1.3 Syntax Notation:

    "Although the ABNF
    defines syntax in terms of the US-ASCII character encoding [ASCII],
    the URI syntax should be interpreted in terms of the character that
    the ASCII-encoded octet represents, rather than the octet encoding
    itself."

    This is confusing, and maybe not exactly correct. RFC 2234 says:

    >>>>
    2.3  Terminal Values

    Rules resolve into a string of terminal values, sometimes called
    characters.  In ABNF a character is merely a non-negative integer.
    In certain contexts a specific mapping (encoding) of values into a
    character set (such as ASCII) will be specified.
    >>>>

    and

    >>>>
    Literal text strings are interpreted as a concatenated set of
    printable characters.

         NOTE:     ABNF strings are case-insensitive and
                   the character set for these strings is us-ascii.
    >>>>

    So when we write "%" in
       escaped = "%" HEXDIG HEXDIG
    what happens is:
    1) the "%" per definition of RFC 2234 get interpreted as character
       number 37, or %d37 or %x25 in the ABNF's own notation.
       (this is currently wrong)
    2) we have to define that we interpret these numbers according to ASCII
       (this is currently missing; we do that for %-escaping, but not for ABNF)
    3) we can repeat that we are only concerned in the resulting characters,
       not with their encoding.

    So what I would write is:

    "Note that ABNF defines characters to be just non-negative integers.
    It also uses literal text strings to denote characters, based on the
    US-ASCII encoding. We in turn use ABNF with the US-ASCII encoding to
    map from numbers back to actual characters, because URIs are defined
    as strings of characters independent of any particular encoding."


1.3 Syntax Notation

    "How a URI is represented in terms of bits and bytes on the
    wire is dependent upon the character encoding of the protocol used to
    transport it, or the charset of the document that contains it."

    This mistakenly gives the impression that protocols use "character
    encodings", and documents use "charsets", and that these two are
    different. Please streamline to "character encodings".


1.3 Syntax Notation

    "ALPHA, CR, CTL, DIGIT, DQUOTE, HEXDIG, LF, OCTET, and SP"

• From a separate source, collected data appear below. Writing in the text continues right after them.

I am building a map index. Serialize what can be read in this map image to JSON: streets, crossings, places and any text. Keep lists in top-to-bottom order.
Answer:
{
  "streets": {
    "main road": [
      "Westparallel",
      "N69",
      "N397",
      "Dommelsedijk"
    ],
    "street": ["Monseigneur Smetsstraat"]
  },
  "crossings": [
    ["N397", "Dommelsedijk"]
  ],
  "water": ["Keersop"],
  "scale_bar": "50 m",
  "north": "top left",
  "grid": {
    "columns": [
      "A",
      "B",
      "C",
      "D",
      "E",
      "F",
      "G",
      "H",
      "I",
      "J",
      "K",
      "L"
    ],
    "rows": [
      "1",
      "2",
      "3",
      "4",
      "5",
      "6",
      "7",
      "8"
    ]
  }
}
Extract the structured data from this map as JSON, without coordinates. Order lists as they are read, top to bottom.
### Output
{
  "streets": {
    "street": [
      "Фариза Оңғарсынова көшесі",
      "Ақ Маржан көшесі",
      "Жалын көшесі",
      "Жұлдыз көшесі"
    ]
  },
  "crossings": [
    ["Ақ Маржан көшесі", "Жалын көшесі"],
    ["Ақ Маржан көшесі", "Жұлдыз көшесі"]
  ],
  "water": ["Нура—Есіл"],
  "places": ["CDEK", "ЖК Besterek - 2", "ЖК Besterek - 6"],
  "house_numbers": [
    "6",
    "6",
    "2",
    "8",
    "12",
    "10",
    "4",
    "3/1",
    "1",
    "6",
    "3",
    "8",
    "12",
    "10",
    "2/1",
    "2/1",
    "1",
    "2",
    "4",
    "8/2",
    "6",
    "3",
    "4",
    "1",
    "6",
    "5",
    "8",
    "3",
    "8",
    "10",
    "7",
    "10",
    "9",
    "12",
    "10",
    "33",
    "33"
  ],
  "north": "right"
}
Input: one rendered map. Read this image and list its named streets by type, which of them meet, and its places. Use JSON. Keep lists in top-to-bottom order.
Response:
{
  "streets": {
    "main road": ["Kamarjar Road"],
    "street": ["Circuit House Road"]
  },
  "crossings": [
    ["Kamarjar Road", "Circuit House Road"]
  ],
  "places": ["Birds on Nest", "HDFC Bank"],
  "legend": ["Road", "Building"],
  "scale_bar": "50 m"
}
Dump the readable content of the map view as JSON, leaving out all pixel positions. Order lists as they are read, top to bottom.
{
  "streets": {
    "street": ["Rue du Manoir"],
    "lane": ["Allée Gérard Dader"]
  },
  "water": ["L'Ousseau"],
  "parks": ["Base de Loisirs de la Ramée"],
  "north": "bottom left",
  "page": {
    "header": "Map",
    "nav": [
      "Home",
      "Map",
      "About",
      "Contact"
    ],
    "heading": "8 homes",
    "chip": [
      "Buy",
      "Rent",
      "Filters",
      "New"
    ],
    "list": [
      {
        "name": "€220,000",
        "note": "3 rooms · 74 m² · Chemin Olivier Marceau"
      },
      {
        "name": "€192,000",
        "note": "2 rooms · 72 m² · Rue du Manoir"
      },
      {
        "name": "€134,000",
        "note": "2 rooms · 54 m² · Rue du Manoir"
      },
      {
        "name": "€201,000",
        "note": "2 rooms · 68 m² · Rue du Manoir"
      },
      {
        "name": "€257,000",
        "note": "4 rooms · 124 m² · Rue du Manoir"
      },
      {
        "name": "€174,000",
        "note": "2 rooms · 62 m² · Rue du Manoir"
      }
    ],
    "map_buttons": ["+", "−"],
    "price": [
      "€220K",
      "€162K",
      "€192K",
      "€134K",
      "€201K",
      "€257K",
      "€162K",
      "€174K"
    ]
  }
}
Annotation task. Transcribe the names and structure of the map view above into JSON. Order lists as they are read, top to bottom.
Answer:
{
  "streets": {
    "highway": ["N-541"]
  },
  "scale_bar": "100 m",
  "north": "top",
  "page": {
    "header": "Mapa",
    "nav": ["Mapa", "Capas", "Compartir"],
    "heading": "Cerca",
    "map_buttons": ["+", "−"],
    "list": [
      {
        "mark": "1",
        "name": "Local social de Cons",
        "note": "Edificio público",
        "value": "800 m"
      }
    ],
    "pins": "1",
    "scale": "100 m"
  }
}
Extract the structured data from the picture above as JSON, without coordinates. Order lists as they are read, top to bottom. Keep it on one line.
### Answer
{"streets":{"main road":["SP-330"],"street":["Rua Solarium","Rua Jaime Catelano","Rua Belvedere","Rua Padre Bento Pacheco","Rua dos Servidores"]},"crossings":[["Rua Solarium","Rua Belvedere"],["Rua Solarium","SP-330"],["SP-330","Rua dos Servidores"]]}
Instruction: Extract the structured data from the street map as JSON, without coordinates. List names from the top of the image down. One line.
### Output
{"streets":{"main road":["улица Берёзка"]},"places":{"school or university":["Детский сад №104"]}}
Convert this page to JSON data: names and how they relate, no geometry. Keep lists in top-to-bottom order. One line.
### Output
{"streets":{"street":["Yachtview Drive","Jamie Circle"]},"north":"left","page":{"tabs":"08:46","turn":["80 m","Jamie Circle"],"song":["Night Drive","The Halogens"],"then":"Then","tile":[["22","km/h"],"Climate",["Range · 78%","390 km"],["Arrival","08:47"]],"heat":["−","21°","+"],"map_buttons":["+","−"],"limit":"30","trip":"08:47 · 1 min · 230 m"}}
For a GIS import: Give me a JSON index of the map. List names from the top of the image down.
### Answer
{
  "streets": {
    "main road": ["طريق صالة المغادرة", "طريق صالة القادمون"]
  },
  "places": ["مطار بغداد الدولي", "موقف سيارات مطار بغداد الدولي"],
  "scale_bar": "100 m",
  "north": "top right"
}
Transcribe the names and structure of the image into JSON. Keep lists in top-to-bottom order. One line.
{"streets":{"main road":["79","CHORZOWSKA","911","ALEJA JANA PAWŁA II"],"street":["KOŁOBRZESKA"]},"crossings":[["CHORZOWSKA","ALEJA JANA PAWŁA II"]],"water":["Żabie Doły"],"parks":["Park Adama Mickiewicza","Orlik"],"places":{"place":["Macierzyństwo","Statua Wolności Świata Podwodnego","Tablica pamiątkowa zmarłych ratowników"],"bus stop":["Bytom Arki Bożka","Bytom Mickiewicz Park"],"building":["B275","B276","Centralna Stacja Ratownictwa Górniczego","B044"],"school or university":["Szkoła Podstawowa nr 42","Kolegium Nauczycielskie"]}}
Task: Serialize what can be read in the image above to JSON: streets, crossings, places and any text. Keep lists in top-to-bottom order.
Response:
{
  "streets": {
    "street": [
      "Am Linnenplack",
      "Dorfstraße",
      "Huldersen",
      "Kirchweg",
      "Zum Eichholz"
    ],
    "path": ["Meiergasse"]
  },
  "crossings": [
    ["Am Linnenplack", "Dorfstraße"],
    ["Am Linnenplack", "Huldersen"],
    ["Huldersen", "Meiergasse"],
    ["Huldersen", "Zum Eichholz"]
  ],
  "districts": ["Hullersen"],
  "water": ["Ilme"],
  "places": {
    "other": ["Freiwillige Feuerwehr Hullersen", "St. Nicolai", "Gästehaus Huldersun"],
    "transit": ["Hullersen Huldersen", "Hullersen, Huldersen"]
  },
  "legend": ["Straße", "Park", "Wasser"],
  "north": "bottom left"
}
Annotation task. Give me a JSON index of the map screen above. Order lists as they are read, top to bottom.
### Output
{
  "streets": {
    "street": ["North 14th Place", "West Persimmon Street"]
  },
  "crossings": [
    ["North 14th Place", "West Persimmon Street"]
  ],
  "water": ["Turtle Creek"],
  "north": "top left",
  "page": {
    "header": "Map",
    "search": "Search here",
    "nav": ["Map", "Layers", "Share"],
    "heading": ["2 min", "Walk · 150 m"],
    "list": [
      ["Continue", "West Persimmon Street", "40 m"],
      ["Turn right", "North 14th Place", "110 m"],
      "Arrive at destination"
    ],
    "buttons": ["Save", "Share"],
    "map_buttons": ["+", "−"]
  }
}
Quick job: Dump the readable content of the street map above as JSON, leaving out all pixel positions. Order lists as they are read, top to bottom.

    To help the reader, I suggest the following:

    "ALPHA (letters), CR (carriage return), CTL (control characters),
     DIGIT (digits), DQUOTE (double quote), HEXDIG (hexadecimal digits),
     LF (line feed), OCTET (octets), and SP (space)"

     Maybe the most obvious such as digits and octets can be left out.
     I'm also not sure whether we need OCTET, because it is not
     part of the final syntax, it does not get interpreted according
     to ASCII, it occurs only once ("strings of data (1*OCTET)") and
     can easily be replaced there.


1.3 Syntax Notation

     Why are we not using MUST/SHOULD, and don't reference their
     official definition? Are we using different language?
     Do we think we can avoid lots of useless discussion?


Regards,    Martin.



At 19:07 03/06/06 -0700, Roy T. Fielding wrote:

>I have just submitted draft 03, which can also be obtained via
>the issues list at
>
>    http://www.apache.org/~fielding/uri/rev-2002/issues.html
>
>Please note that all issues have been fixed or closed.  If you'd
>like to raise a new issue or reopen an old one, please do so
>within the next two weeks.
>
>
>Cheers,
>
>Roy T. Fielding, Chief Scientist, Day Software
>                  2 Corporate Plaza, Suite 150
>                  Newport Beach, CA 92660-7929   fax:+1.949.644.5064
>                  (roy.fielding@day.com) <http://www.day.com/>
>
>                  Co-founder, The Apache Software Foundation
>                  (fielding@apache.org)  <http://www.apache.org/>
Received on Wednesday, 18 June 2003 14:54:11 UTC